I'm told that the long-awaited memory management work, (TTM), is what will solve this. I don't know what the status of that work is, but hopefully it will be ready soon. does anyone have some pointers for more information on TTM status?

Synchronous compositing

I characterized this problem fairly well in my previous post. Eric Anholt suggested a first quick step toward improving the situation would be to use an array of state buffers. With N buffers we could make the waiting happen only 1/N as frequently as it's currently happening. So that's something that even someone like me without any detailed documentation on the i965 could do.

And with a little more smarts, (from someone with more information), we could presumably reclaim buffers that the hardware was done with without having to do any waiting at all.

So it shouldn't be too long before the waiting can be eliminated or reduced to an arbitrarily small amount of time.

Results

Given these identified solutions for the current known problems, (and much of the work in progress already), the next question I want to ask is what will things look like when these are solved?

I implemented quick patches to both EXA and the i965 driver to emulate the time being spent on migration and compositing going to zero. That's not totally realistic, but is at least a best-case look at where we'll be with these problems fixed. And here's what it looks like (with the previous results repeated for comparison):

NoAccel (14.4 ms.) symbols profile
EXA-without-accel (15.7 ms.) symbols profile
EXA-emulate-speedups (17.2 ms.) symbols profile

Note that in this experiment, rendered results are not at all correct, (basically, no text appears, for example).

And, still, things aren't faster than NoAccel, but there's definitely still lots of room for improvement. For example, the pixman profile shows compositing, (fbCombineInU and fbFetch_a1) that should be moved to the hardware, (particularly when the hardware is infinitely fast like it is in my emulation here!).

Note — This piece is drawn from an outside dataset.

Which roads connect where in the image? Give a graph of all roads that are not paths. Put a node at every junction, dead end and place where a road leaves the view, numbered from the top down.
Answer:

After that, pixman's rasterization would be at the top of the pixman profile. I've been wanting rasterization to show up at the top of a profile for a long time so I could have an excuse to implement some ideas I have for much faster software rasterization, (and to explore using the hardware for rasterization as well). And, for some applications doing much more than just rendering text, rasterization might already be a lot closer to the top.

So that shows what software operations aren't hooked up to be accelerated yet. What else is here? As I pointed out before, (and is much easier to see in this chart than the one from earlier this week), libxul is mysteriously getting slower once the i965 gets involved, but libxul really shouldn't care. So that will be something to investigate by actually building mozilla with debug symbols.

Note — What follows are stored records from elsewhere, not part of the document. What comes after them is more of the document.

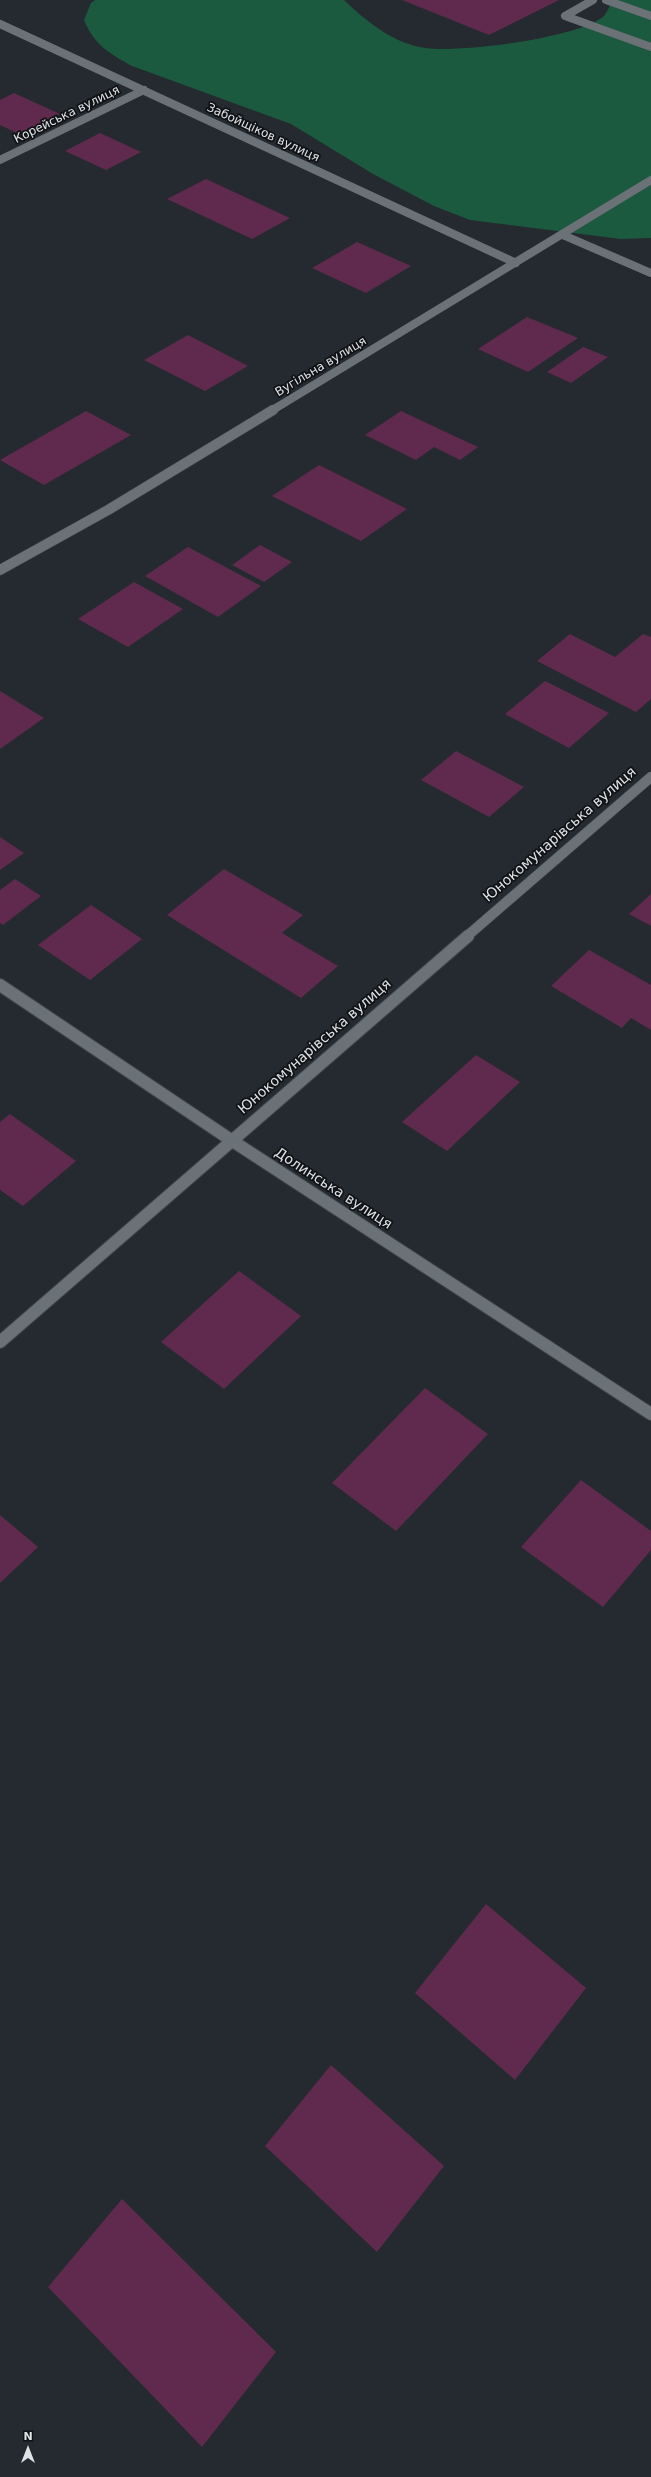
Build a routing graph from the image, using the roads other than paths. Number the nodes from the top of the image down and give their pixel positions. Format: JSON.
{"nodes":[{"id":1,"x":593,"y":0,"type":"edge"},
{"id":2,"x":606,"y":0,"type":"edge"},
{"id":3,"x":651,"y":16,"type":"edge"},
{"id":4,"x":0,"y":24,"type":"edge"},
{"id":5,"x":651,"y":47,"type":"edge"},
{"id":6,"x":144,"y":90,"type":"junction"},
{"id":7,"x":0,"y":160,"type":"edge"},
{"id":8,"x":651,"y":180,"type":"edge"},
{"id":9,"x":563,"y":235,"type":"junction"},
{"id":10,"x":516,"y":263,"type":"junction"},
{"id":11,"x":651,"y":273,"type":"edge"},
{"id":12,"x":0,"y":570,"type":"edge"},
{"id":13,"x":651,"y":777,"type":"edge"},
{"id":14,"x":0,"y":985,"type":"edge"},
{"id":15,"x":231,"y":1140,"type":"junction"},
{"id":16,"x":0,"y":1342,"type":"edge"},
{"id":17,"x":651,"y":1414,"type":"edge"}],
"edges":[{"from":1,"to":5,"type":"street"},
{"from":2,"to":3,"type":"street"},
{"from":4,"to":6,"type":"street","name":"Забойщiков вулиця"},
{"from":6,"to":7,"type":"street","name":"Корейська вулиця"},
{"from":6,"to":10,"type":"street","name":"Забойщiков вулиця"},
{"from":8,"to":9,"type":"street","name":"Вугільна вулиця"},
{"from":9,"to":10,"type":"street","name":"Вугільна вулиця"},
{"from":9,"to":11,"type":"street"},
{"from":10,"to":12,"type":"street","name":"Вугільна вулиця"},
{"from":13,"to":15,"type":"street","name":"Юнокомунарівська вулиця"},
{"from":14,"to":15,"type":"street","name":"Долинська вулиця"},
{"from":15,"to":16,"type":"street","name":"Юнокомунарівська вулиця"},
{"from":15,"to":17,"type":"street","name":"Долинська вулиця"}]}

Also, there's also significantly more overhead in libexa in this chart compared to those above. So there's some room for improvement there, (ExaOffscreenMarkUsed is at the top of the profile, and as I've mentioned before it looks ripe for improvement).

Finally, the i965 driver is still burning a lot of time in its wait function here. I'm not sure what the cause of that is this time since I've eliminated all calls to the wait function from i965_prepare_composite and i965_composite in this experiment.

Oh, and the big libc time in this chart is from gettimeofday, (which I showed how to eliminate earlier). That patch hasn't been accepted upstream yet, and it wasn't included in this run.

As always, I've tried to make as much data available as possible, (you can even change the .oprofile extensions on the links to .callgraph for more data---but I often can't make sense of oprofile callgraph reports myself). So I'd be glad for anybody to dig in deeper and provide any useful feedback.